No caso acreano, convém perguntar: o fato de a oposição ter abraçado a causa da volta do horário significa que a população não tenha interesse nisso? Num tom que muito faz lembrar o de Narciso Mendes quando este esbravejava de raiva da FPA, Jorge Viana vociferou contra os “políticos demagógicos e populistas” que “enganam o povo” para que o Acre fique “atrasado” em relação ao resto do Brasil.
Das duas uma, ou a FPA nunca considerou seriamente o protagonismo do povo - daí considerá-lo incapaz de, por si mesmo, avaliar o impacto duma mudança de horário na sua vida - ou só o considera protagônico quando devidamente tutelado por ela. Ou ainda, terceira hipótese, por força do afastamento das “bases” seus membros hoje ignoram completamente a força popular.
No caso nacional como no estadual, há uma confusão (nada ingênua) entre o projeto de poder das forças governistas e os interesses do povo. Há, em ambos os casos, uma clara orientação para a manutenção do poder. Toda vez que tal manutenção é ameaçada - mesmo que por questões legítimas como a luta por justiça e transparência -, reitera-se o imperativo de prevalência do projeto de poder.
O PT - cujo crescimento eleitoral e moral esteve indissociavelmente ligado às denuncias que fazia - agora se vê coagido pela oposição e, assim, se põe a inventar desculpas as mais esdrúxulas para impedir que seus caciques ou ações governamentais sejam investigados. Justamente ele que, se deixassem, criaria uma CPI (Comissão Parlamentar de Inquérito) por dia.
Com certa razão, podem dizer que o próprio PT e parte da base governista já começaram a cobrar explicações de Palocci. Dizem que até Dilma faz parte desse coro.
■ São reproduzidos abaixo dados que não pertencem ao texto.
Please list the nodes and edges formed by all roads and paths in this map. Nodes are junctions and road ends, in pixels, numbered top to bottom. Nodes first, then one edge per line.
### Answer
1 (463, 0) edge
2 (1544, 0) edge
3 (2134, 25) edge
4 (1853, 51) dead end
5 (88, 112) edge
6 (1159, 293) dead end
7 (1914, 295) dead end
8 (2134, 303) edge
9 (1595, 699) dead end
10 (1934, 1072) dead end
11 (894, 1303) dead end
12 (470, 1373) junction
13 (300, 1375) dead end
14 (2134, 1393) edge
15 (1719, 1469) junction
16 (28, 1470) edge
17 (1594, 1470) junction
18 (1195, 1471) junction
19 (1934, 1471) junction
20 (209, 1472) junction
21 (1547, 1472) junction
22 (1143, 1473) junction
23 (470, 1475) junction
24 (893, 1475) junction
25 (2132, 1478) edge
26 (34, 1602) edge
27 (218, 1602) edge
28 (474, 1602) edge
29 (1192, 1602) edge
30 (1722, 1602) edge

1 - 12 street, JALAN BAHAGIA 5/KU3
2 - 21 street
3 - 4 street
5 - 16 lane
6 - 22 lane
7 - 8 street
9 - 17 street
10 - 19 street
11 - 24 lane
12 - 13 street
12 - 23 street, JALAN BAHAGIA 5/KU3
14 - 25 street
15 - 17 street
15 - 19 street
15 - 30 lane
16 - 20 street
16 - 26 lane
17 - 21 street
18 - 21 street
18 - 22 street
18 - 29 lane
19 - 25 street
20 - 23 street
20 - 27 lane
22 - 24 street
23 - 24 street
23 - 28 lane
Não se pode esconder, porém, que só o fizeram agora que o silencio do ministro mostrou-se incomodamente espinhoso para o governo. Façamos, então, uma distinção. O problema não é o espantoso enriquecimento em si, e sim os embaraços políticos que dele resultaram.
Então, que fazer?, para retomar a sempre inquietante pergunta do velho Lenin. Recuar diante das denúncias para não favorecer a oposição e preservar o governo? Não. A sabedoria popular ensina que “quem não deve não teme”. Então, “politizemos as questões”, demos publicidade a elas, apoiemos as investigações necessárias e, se for o caso, cobremos as devidas punições. E se algo de errado for encontrado e prejudicar o governo? Sigamos a sabedoria popular, outra vez: “Quem for podre que se quebre”.